In 1669 the Gothenburg German Church burned down, and the congregation was permitted to hold services in the Rikssal until the German Church was rebuilt in 1672. In 1680, the bottom floor of Kronhuset was again transformed into a church, this time on a permanent basis in order to act as a chapel for the garrison, which was recognised soon afterward by the Church of Sweden as an independent congregation with the name of 'Garrison Parish'. In 1895, the First Göta Artillery Regiment moved to newly built barracks in Kviberg, and the Second Göta Artillery Regiment moved to Jönköping in 1898, thus dissolving the Gothenburg garrison altogether and making the chapel redundant. The last service was held in the chapel on 25 March 1898, but the Garrison Parish was not abolished until 1927.

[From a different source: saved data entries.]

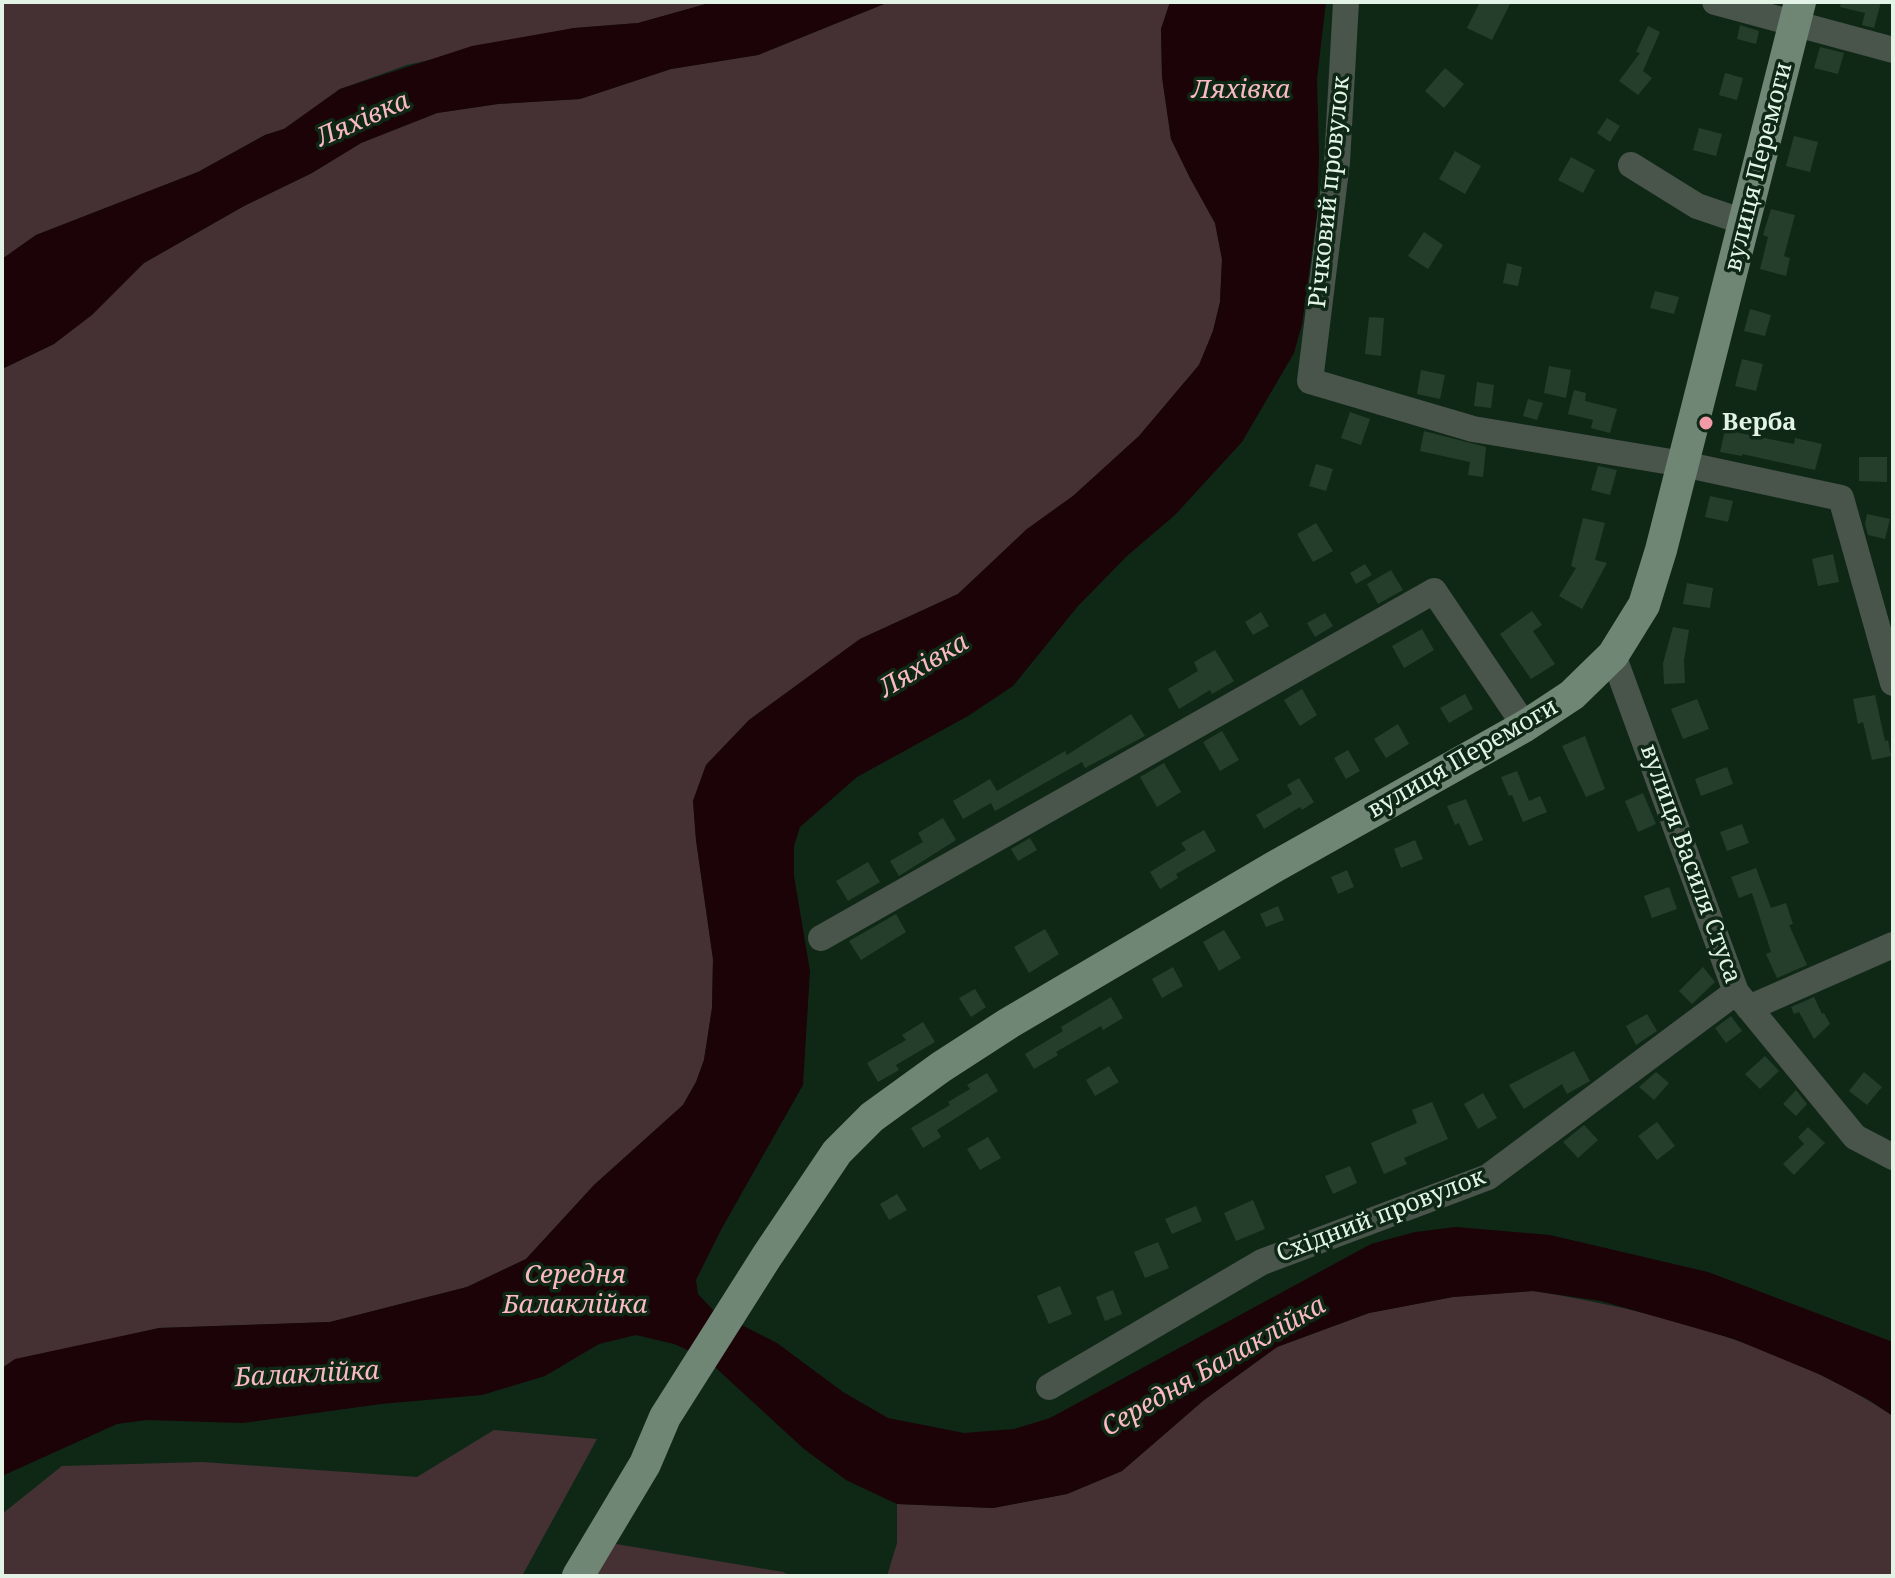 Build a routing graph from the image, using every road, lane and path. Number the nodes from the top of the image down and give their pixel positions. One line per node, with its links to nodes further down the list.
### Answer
1 (1346, 2): 7 (street, Річковий провулок)
2 (1715, 2): 3 (street)
3 (1797, 14): 4 (street); 6 (main road, вулиця Перемоги)
4 (1893, 50)
5 (1631, 165): 6 (street)
6 (1744, 222): 7 (main road, вулиця Перемоги)
7 (1683, 464): 8 (main road, вулиця Перемоги); 9 (street)
8 (1613, 655): 10 (main road, вулиця Перемоги); 13 (street, вулиця Василя Стуса)
9 (1893, 683)
10 (1525, 726): 11 (street); 16 (main road, вулиця Перемоги)
11 (821, 938)
12 (1893, 945): 13 (street, Східний провулок)
13 (1742, 1000): 14 (street, вулиця Василя Стуса); 15 (street, Східний провулок)
14 (1893, 1157)
15 (1049, 1387)
16 (578, 1576)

In that same year of 1927, the Kronhus was sold by the Swedish state to Gothenburg Municipality, which initially used it as a general-purpose storehouse. However, after the Second World War it was decided to restore the historic building and turn it into a museum. The restoration work lasted three years (1954-7), and the Kronhus was officially reopened by King Gustav VI Adolf on 17 May 1957. The restoration cost one million kronor and was paid for by private donations.

From 1957 to 1996, the ground floor of Kronhuset housed the Gothenburg City Museum. To commemorate the 300th anniversary of Karl X's death, the Museum held an exhibition in the Kronhus in February 1960, displaying various artefacts related to the king's death, including contemporary pamphlets from Sweden, Germany and the Netherlands, and a model of the house in Gothenburg that Per Brahe the Younger and Beata de la Gardie owned and used as their private hospital during the 1660 Riksdag. The museum has since relocated to the former Swedish East India Company headquarters at Norra Hamngatan 12.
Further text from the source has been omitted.